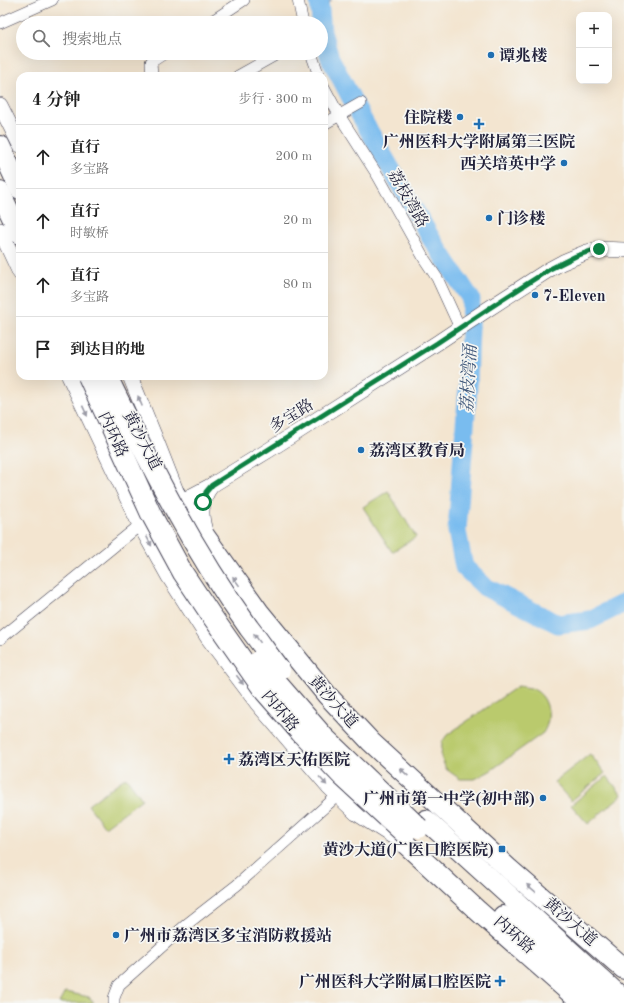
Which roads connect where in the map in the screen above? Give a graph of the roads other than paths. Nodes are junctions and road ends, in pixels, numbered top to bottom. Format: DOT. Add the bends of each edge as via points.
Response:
graph roads {
  1 [pos="52,0"];
  2 [pos="244,0"];
  3 [pos="298,0"];
  4 [pos="220,16"];
  5 [pos="301,16"];
  6 [pos="0,23"];
  7 [pos="154,60"];
  8 [pos="267,60"];
  9 [pos="313,60"];
  10 [pos="152,72"];
  11 [pos="245,72"];
  12 [pos="318,72"];
  13 [pos="328,94"];
  14 [pos="361,103"];
  15 [pos="0,105"];
  16 [pos="339,115"];
  17 [pos="328,122"];
  18 [pos="6,130"];
  19 [pos="16,141"];
  20 [pos="0,146"];
  21 [pos="0,154"];
  22 [pos="16,180"];
  23 [pos="16,188"];
  24 [pos="0,192"];
  25 [pos="0,195"];
  26 [pos="16,226"];
  27 [pos="16,227"];
  28 [pos="0,230"];
  29 [pos="624,250"];
  30 [pos="16,264"];
  31 [pos="460,328"];
  32 [pos="71,380"];
  33 [pos="94,380"];
  34 [pos="94,380"];
  35 [pos="95,380"];
  36 [pos="114,380"];
  37 [pos="132,380"];
  38 [pos="212,485"];
  39 [pos="141,496"];
  40 [pos="180,502"];
  41 [pos="140,524"];
  42 [pos="208,540"];
  43 [pos="259,612"];
  44 [pos="214,634"];
  45 [pos="0,639"];
  46 [pos="311,747"];
  47 [pos="337,796"];
  48 [pos="423,824"];
  49 [pos="403,842"];
  50 [pos="502,888"];
  51 [pos="546,952"];
  52 [pos="624,968"];
  53 [pos="624,984"];
  54 [pos="624,1000"];
  55 [pos="114,1003"];
  56 [pos="582,1003"];
  57 [pos="603,1003"];
  1 -- 6 [label="street"];
  2 -- 4 [label="street"];
  3 -- 5 [label="street"];
  7 -- 10 [label="street" via="151,62"];
  8 -- 11 [label="street"];
  9 -- 12 [label="street"];
  13 -- 16 [label="street, 荔枝湾路"];
  14 -- 16 [label="street"];
  15 -- 18 [label="main road"];
  16 -- 17 [label="street"];
  16 -- 31 [label="street, 荔枝湾路" via="437,278"];
  18 -- 19 [label="main road"];
  20 -- 22 [label="highway"];
  21 -- 23 [label="highway"];
  24 -- 26 [label="highway"];
  25 -- 27 [label="highway"];
  28 -- 30 [label="main road"];
  29 -- 31 [label="main road, 多宝路" via="599,249 576,256 550,269"];
  31 -- 38 [label="main road, 多宝路"];
  32 -- 41 [label="main road, one-way"];
  33 -- 39 [label="highway, 黄沙大道"];
  34 -- 57 [label="highway, 内环路, bridge" via="151,514 183,573 266,692 318,753 360,794 512,932"];
  35 -- 48 [label="highway, 内环路, bridge" via="201,555 276,665 322,718"];
  36 -- 40 [label="highway, 黄沙大道" via="156,465"];
  40 -- 37 [label="main road, one-way"];
  38 -- 40 [label="main road, 多宝路"];
  38 -- 42 [label="main road" via="206,492 202,516"];
  39 -- 40 [label="main road" via="158,503"];
  40 -- 42 [label="highway, 黄沙大道"];
  41 -- 44 [label="main road, one-way" via="169,577"];
  41 -- 45 [label="street"];
  43 -- 42 [label="highway, 黄沙大道, one-way"];
  43 -- 44 [label="highway" via="243,606 236,607 224,616"];
  52 -- 43 [label="highway, 黄沙大道, one-way" via="509,869 371,742 327,695"];
  44 -- 46 [label="highway"];
  44 -- 47 [label="main road, one-way" via="257,703"];
  46 -- 49 [label="highway"];
  46 -- 51 [label="highway"];
  47 -- 49 [label="main road" via="367,821"];
  47 -- 55 [label="street" via="119,985"];
  48 -- 50 [label="highway, 内环路"];
  48 -- 51 [label="highway" via="524,926"];
  49 -- 56 [label="highway"];
  50 -- 53 [label="highway"];
  50 -- 54 [label="highway, 内环路"];
  51 -- 57 [label="highway"];
}
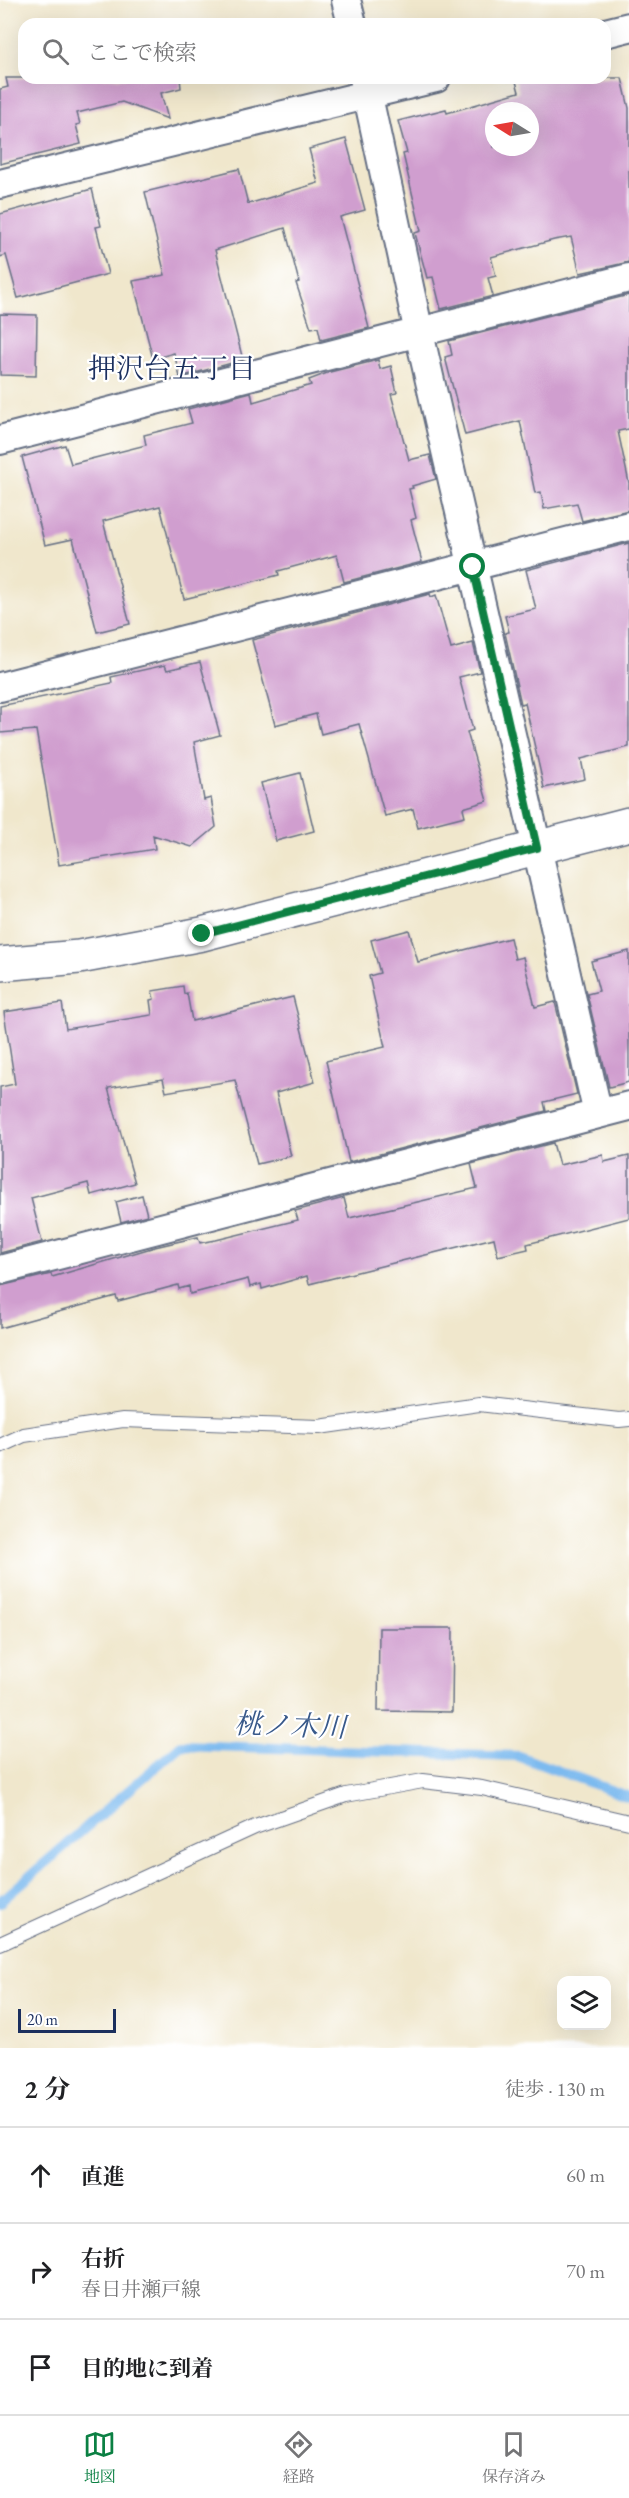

----------

DESCRIPTION OF THE TASK: Tally each line in the data that holds the word "bridge"; write only the total.

ANSWER BELOW: 2